Sunday 8 August 2021

What Dreams May Come

Netflix has been showing a few things recently that I missed the first time around. I was in floods by the end of this one, especially as it focuses on depression and suicide, starring Robin Williams, who himself committed suicide sixteen years later. I thought it was a good movie, so wanted to check out the original book:

What happens to us after we die? Chris Nielsen had no idea, until an unexpected accident cut his life short, separating him from his beloved wife, Annie. Now Chris must discover the true nature of life after death.

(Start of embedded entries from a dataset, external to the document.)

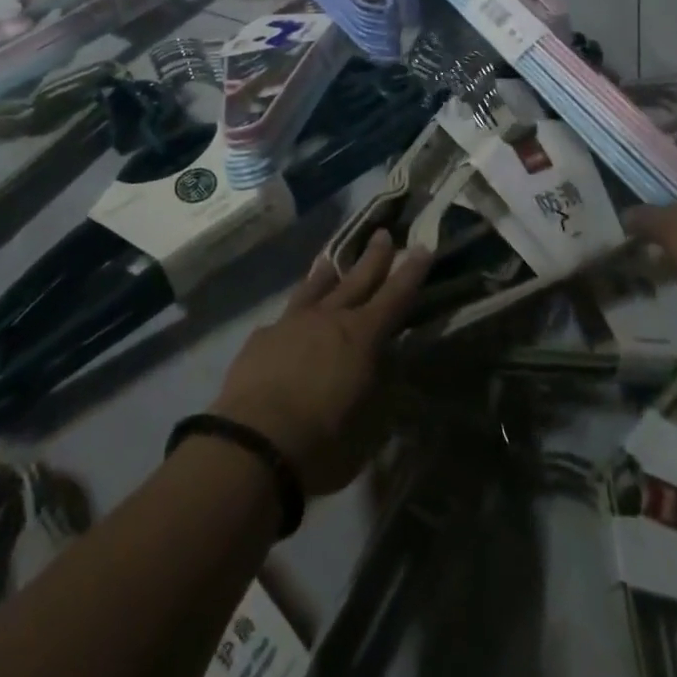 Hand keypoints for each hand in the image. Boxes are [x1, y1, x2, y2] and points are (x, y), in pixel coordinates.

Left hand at [209, 231, 430, 497]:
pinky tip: (288, 320)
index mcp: (361, 336)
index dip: (410, 273)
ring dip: (326, 273)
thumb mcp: (370, 425)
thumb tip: (388, 367)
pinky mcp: (262, 338)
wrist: (255, 442)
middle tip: (383, 233)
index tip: (421, 247)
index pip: (394, 297)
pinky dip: (294, 314)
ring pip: (314, 289)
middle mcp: (328, 319)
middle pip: (356, 280)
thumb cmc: (324, 441)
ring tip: (330, 260)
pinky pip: (283, 317)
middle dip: (373, 257)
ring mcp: (291, 324)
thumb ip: (381, 389) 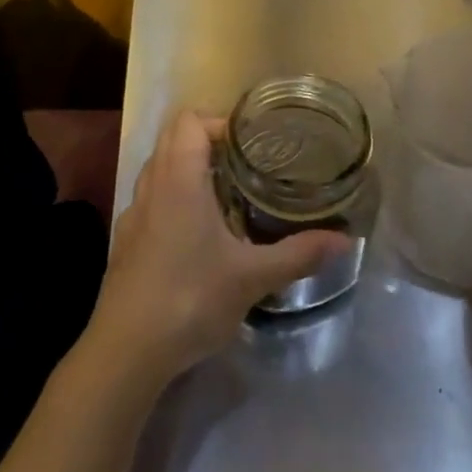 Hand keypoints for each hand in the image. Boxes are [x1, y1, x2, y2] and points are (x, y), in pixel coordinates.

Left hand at [87, 110, 351, 384]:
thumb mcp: (252, 277)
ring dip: (188, 167)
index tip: (254, 142)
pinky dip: (173, 196)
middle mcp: (151, 185)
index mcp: (178, 179)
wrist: (127, 350)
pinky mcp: (126, 240)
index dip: (220, 122)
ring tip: (227, 191)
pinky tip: (198, 231)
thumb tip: (346, 240)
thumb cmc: (190, 299)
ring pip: (159, 168)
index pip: (190, 121)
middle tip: (247, 162)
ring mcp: (134, 213)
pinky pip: (151, 198)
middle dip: (208, 141)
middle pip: (172, 138)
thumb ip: (299, 254) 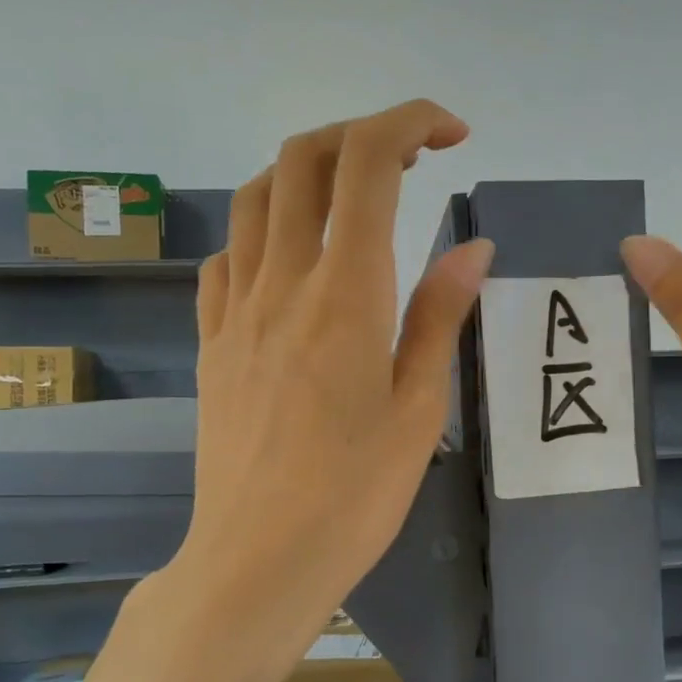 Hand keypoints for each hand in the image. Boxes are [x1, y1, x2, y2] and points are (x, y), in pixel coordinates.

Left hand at [175, 100, 493, 642]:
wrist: (257, 559)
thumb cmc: (355, 494)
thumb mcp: (419, 408)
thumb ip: (439, 315)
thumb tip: (470, 246)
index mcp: (345, 295)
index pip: (367, 164)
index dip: (409, 122)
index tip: (451, 134)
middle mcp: (282, 282)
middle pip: (303, 157)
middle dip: (361, 132)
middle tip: (411, 159)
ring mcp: (235, 308)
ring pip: (256, 195)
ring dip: (307, 171)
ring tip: (353, 197)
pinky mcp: (211, 339)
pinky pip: (229, 254)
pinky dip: (265, 228)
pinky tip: (294, 261) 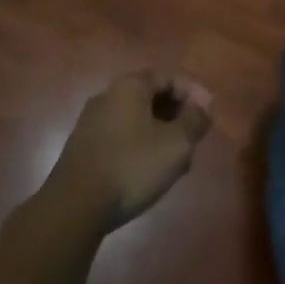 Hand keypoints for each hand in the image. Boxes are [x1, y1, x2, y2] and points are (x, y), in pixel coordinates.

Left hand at [45, 71, 212, 231]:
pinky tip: (152, 171)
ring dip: (162, 133)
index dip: (193, 93)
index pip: (169, 77)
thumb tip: (203, 108)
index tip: (209, 115)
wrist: (76, 206)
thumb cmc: (132, 166)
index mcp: (130, 86)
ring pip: (137, 119)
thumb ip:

But even Heaven is not complete without Annie, and the divided soul mates will do anything to reach each other across the boundaries between life and death. When tragedy threatens to divide them forever, Chris risks his very soul to save Annie from an eternity of despair.

Very interesting stuff.

In some ways, the book and the film are very similar in tone, but in plot they differ in some key details. I'd say this is an example of a story that benefitted from the involvement of other artists and writers. Like Forrest Gump, having a few more creatives on board just helped to flesh out the story a bit and bring it to life. The books in themselves are perfectly good, stand-alone works, but the big screen adaptations have a little extra that just makes them sparkle.

The book is quite deeply philosophical. It's a telly book (more tell than show), that explains the author's world relating to death, the afterlife and reincarnation. It goes through the mechanics of how it all works. Chris still travels down into the underworld to find Annie, but the ending is a bit different, and there's a whole extra part involving their children which isn't in the book. But, I do think the film worked really well, and I think the book characters needed more to do, because the book is quite focused on one person, and philosophy doesn't translate to the screen so well without action.

The mechanics in the book are compelling in their detail. It focuses a lot on the concept of hell being something we do to ourselves. People go to the Summerland (Heaven) because they can conceive of it. People who have lived an awful life, who have been neglected or abused, or who sink into mental despair and depression, cannot conceive of a way out - of a different state of being - and so they cannot find it.

It's a worthy allegory, however, I found some of its implications a little hard to embrace. We all know that when you're in one particular frame of mind, it's often extremely difficult to imagine being in another frame of mind or behaving differently. It's easy to get stuck in a rut and hard to switch from despondency to enthusiasm. The underlying idea, that those who have suffered the most in life are doomed to continue suffering in the afterlife, is an uncomfortable one. That, to me, is a pretty depressing plot hole.

Annie loses her husband, the love of her life, and can't conceive of living without him, so she kills herself, only to be condemned to live in an absolute shithole for twenty-four years without water, electricity, gas, or pest control (giant tarantulas roaming loose), and even her husband's best efforts can't dig her out of it. 

I don't like that idea very much. Even with the reincarnation angle thrown in at the end. That's still a pretty horrific system. There's an interesting line that goes something like, 'we are not punished for our deeds, our deeds are our punishment,' which I'm still thinking on now. There's a lot in here that gives pause for thought. But if there is an afterlife, I would hope it's slightly kinder than this. 

So, I like the way the film pulled out the morbidity plug on that one, but also the visual effects they threw in. Especially where Chris is playing in the flowers. It was a book begging for beautiful effects at a time when cinema wasn't quite as advanced as it is now. They did a really good job.

So, I did prefer the film over the book, but it's easy to see how the book inspired the film. It's not the most uplifting read, and I've been reading it in tandem with American Psycho, so I'm pretty depressed at the moment. Looking forward to something a little more light hearted.